▶ **PROBLEM TO WORK ON**:
Copy out all lines from the entries below in which "Pezoa" occurs.

▶ **DATA RECORDS**:
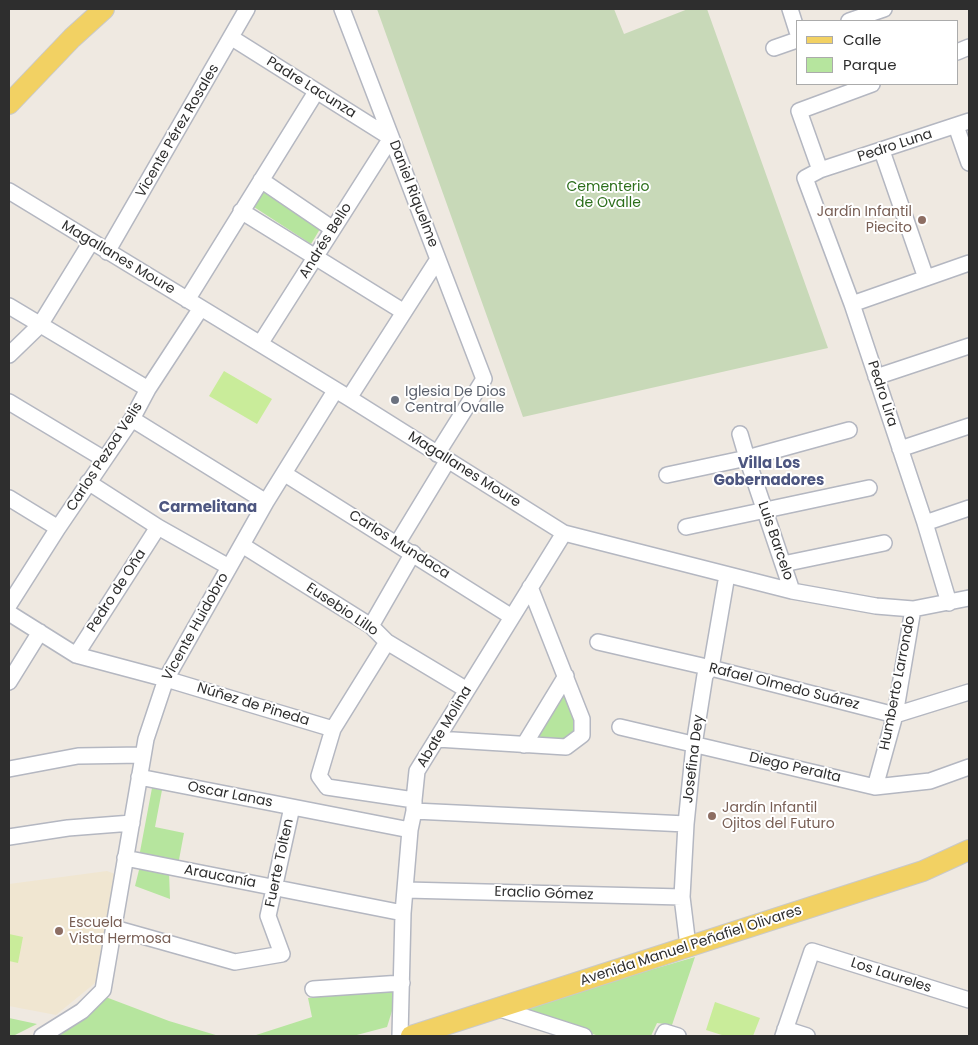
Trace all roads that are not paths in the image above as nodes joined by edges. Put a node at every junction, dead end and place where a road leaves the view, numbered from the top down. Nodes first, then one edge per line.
1 (104, 9) edge
2 (248, 9) edge
3 (342, 9) edge
4 (790, 9) edge
5 (884, 9) edge
6 (852, 20) edge
7 (796, 29) edge
8 (232, 38) junction
9 (796, 40) edge
10 (774, 48) dead end
11 (869, 85) edge
12 (316, 92) junction
13 (9, 104) edge
14 (963, 123) edge
15 (391, 138) junction
16 (882, 151) junction
17 (969, 163) edge
18 (820, 170) junction
19 (261, 180) junction
20 (9, 191) edge
21 (242, 211) junction
22 (333, 229) junction
23 (91, 242) junction
24 (107, 252) junction
25 (316, 257) junction
26 (438, 258) junction
27 (969, 263) edge
28 (926, 278) junction
29 (187, 300) junction
30 (852, 304) junction
31 (9, 306) edge
32 (200, 308) junction
33 (404, 312) junction
34 (40, 325) junction
35 (260, 344) junction
36 (969, 346) edge
37 (9, 355) edge
38 (876, 377) junction
39 (148, 389) junction
40 (335, 391) junction
41 (348, 398) junction
42 (9, 402) edge
43 (132, 419) junction
44 (969, 426) edge
45 (848, 430) dead end
46 (740, 434) dead end
47 (900, 449) junction
48 (443, 457) junction
49 (747, 458) junction
50 (104, 459) junction
51 (285, 474) junction
52 (667, 476) dead end
53 (88, 482) junction
54 (869, 488) dead end
55 (9, 498) edge
56 (266, 502) junction
57 (969, 508) edge
58 (765, 510) junction
59 (925, 523) junction
60 (686, 527) dead end
61 (58, 528) junction
62 (158, 528) junction
63 (564, 533) junction
64 (884, 543) dead end
65 (397, 544) junction
66 (242, 545) junction
67 (413, 553) junction
68 (783, 564) junction
69 (229, 567) junction
70 (727, 576) junction
71 (530, 587) junction
72 (792, 591) junction
73 (969, 598) edge
74 (949, 603) junction
75 (9, 605) edge
76 (913, 609) junction
77 (9, 613) edge
78 (512, 617) junction
79 (371, 626) junction
80 (40, 632) junction
81 (387, 642) junction
82 (598, 642) dead end
83 (76, 655) junction
84 (711, 668) junction
85 (566, 676) junction
86 (166, 680) junction
87 (9, 682) edge
88 (467, 690) junction
89 (969, 692) edge
90 (895, 715) junction
91 (620, 727) dead end
92 (333, 729) junction
93 (437, 739) junction
94 (524, 744) junction
95 (694, 745) junction
96 (143, 755) junction
97 (969, 767) edge
98 (9, 769) edge
99 (139, 777) junction
100 (875, 787) junction
101 (414, 805) junction
102 (292, 807) junction
103 (132, 823) junction
104 (686, 824) junction
105 (410, 830) junction
106 (9, 837) edge
107 (969, 850) edge
108 (125, 858) junction
109 (274, 888) junction
110 (406, 890) junction
111 (682, 897) junction
112 (403, 913) junction
113 (114, 928) junction
114 (688, 946) junction
115 (402, 983) junction
116 (313, 989) dead end
117 (969, 1000) edge
118 (497, 1008) junction
119 (560, 1032) edge
120 (784, 1033) edge
121 (42, 1036) edge
122 (400, 1036) edge
123 (411, 1036) edge
124 (584, 1036) edge
125 (807, 1036) edge

1 - 13 main road
2 - 8 street, Vicente Pérez Rosales
3 - 15 street, Daniel Riquelme
4 - 7 street
5 - 6 street
8 - 12 street, Padre Lacunza
8 - 24 street, Vicente Pérez Rosales
9 - 10 street
11 - 18 street
12 - 15 street, Padre Lacunza
12 - 19 street
14 - 16 street, Pedro Luna
14 - 17 street
15 - 22 street, Andrés Bello
15 - 26 street, Daniel Riquelme
16 - 18 street, Pedro Luna
16 - 28 street
18 - 30 street, Pedro Lira
19 - 21 street
19 - 22 street
20 - 23 street, Magallanes Moure
21 - 25 street
21 - 29 street
22 - 25 street, Andrés Bello
23 - 24 street, Magallanes Moure
23 - 34 street
24 - 29 street, Magallanes Moure
25 - 33 street
25 - 35 street, Andrés Bello
26 - 33 street
26 - 48 street, Daniel Riquelme
27 - 28 street
28 - 30 street
29 - 32 street, Magallanes Moure
30 - 38 street, Pedro Lira
31 - 34 street
32 - 35 street, Magallanes Moure
32 - 39 street, Carlos Pezoa Velis
33 - 41 street
34 - 37 street
34 - 39 street
35 - 40 street, Magallanes Moure
36 - 38 street
38 - 47 street, Pedro Lira
39 - 43 street, Carlos Pezoa Velis
40 - 41 street, Magallanes Moure
40 - 51 street, Vicente Huidobro
41 - 48 street, Magallanes Moure
42 - 50 street
43 - 50 street, Carlos Pezoa Velis
43 - 56 street
44 - 47 street
45 - 49 street
46 - 49 street, Luis Barcelo
47 - 59 street, Pedro Lira
48 - 63 street, Magallanes Moure
48 - 65 street
49 - 52 street
49 - 58 street, Luis Barcelo
50 - 53 street, Carlos Pezoa Velis
51 - 56 street, Vicente Huidobro
51 - 65 street, Carlos Mundaca
53 - 61 street, Carlos Pezoa Velis
53 - 62 street
54 - 58 street
55 - 61 street
56 - 66 street, Vicente Huidobro
57 - 59 street
58 - 60 street
58 - 68 street, Luis Barcelo
59 - 74 street, Pedro Lira
61 - 75 street, Carlos Pezoa Velis
62 - 69 street
62 - 83 street, Pedro de Oña
63 - 70 street, Magallanes Moure
63 - 71 street, Abate Molina
64 - 68 street
65 - 67 street, Carlos Mundaca
66 - 69 street, Vicente Huidobro
66 - 79 street, Eusebio Lillo
67 - 78 street, Carlos Mundaca
67 - 79 street
68 - 72 street, Luis Barcelo
69 - 86 street, Vicente Huidobro
70 - 72 street, Magallanes Moure
70 - 84 street, Josefina Dey
71 - 78 street, Abate Molina
71 - 85 street
72 - 76 street, Magallanes Moure
73 - 74 street, Magallanes Moure
74 - 76 street, Magallanes Moure
76 - 90 street, Humberto Larrondo
77 - 80 street, Núñez de Pineda
78 - 88 street, Abate Molina
79 - 81 street, Eusebio Lillo
80 - 83 street, Núñez de Pineda
80 - 87 street
81 - 88 street, Eusebio Lillo
81 - 92 street
82 - 84 street, Rafael Olmedo Suárez
83 - 86 street, Núñez de Pineda
84 - 90 street, Rafael Olmedo Suárez
84 - 95 street, Josefina Dey
85 - 94 street
85 - 94 street
86 - 92 street, Núñez de Pineda
86 - 96 street, Vicente Huidobro
88 - 93 street, Abate Molina
89 - 90 street
90 - 100 street, Humberto Larrondo
91 - 95 street, Diego Peralta
92 - 101 street
93 - 94 street
93 - 101 street, Abate Molina
95 - 100 street, Diego Peralta
95 - 104 street, Josefina Dey
96 - 98 street
96 - 99 street, Vicente Huidobro
97 - 100 street, Diego Peralta
99 - 102 street, Oscar Lanas
99 - 103 street, Vicente Huidobro
101 - 104 street
101 - 105 street, Abate Molina
102 - 105 street, Oscar Lanas
102 - 109 street, Fuerte Tolten
103 - 106 street
103 - 108 street, Vicente Huidobro
104 - 111 street, Josefina Dey
105 - 110 street, Abate Molina
107 - 114 main road, Avenida Manuel Peñafiel Olivares
108 - 109 street, Araucanía
108 - 113 street, Vicente Huidobro
109 - 112 street, Araucanía
109 - 113 street, Fuerte Tolten
110 - 111 street, Eraclio Gómez
110 - 112 street, Abate Molina
111 - 114 street, Josefina Dey
112 - 115 street, Abate Molina
113 - 121 street, Vicente Huidobro
114 - 118 main road, Avenida Manuel Peñafiel Olivares
115 - 116 street
115 - 122 street, Abate Molina
117 - 120 street, Los Laureles
118 - 119 street
118 - 123 main road, Avenida Manuel Peñafiel Olivares
119 - 124 street
120 - 125 street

▶ **FINISHED EXERCISE**:
32 - 39 street, Carlos Pezoa Velis
39 - 43 street, Carlos Pezoa Velis
43 - 50 street, Carlos Pezoa Velis
50 - 53 street, Carlos Pezoa Velis
53 - 61 street, Carlos Pezoa Velis
61 - 75 street, Carlos Pezoa Velis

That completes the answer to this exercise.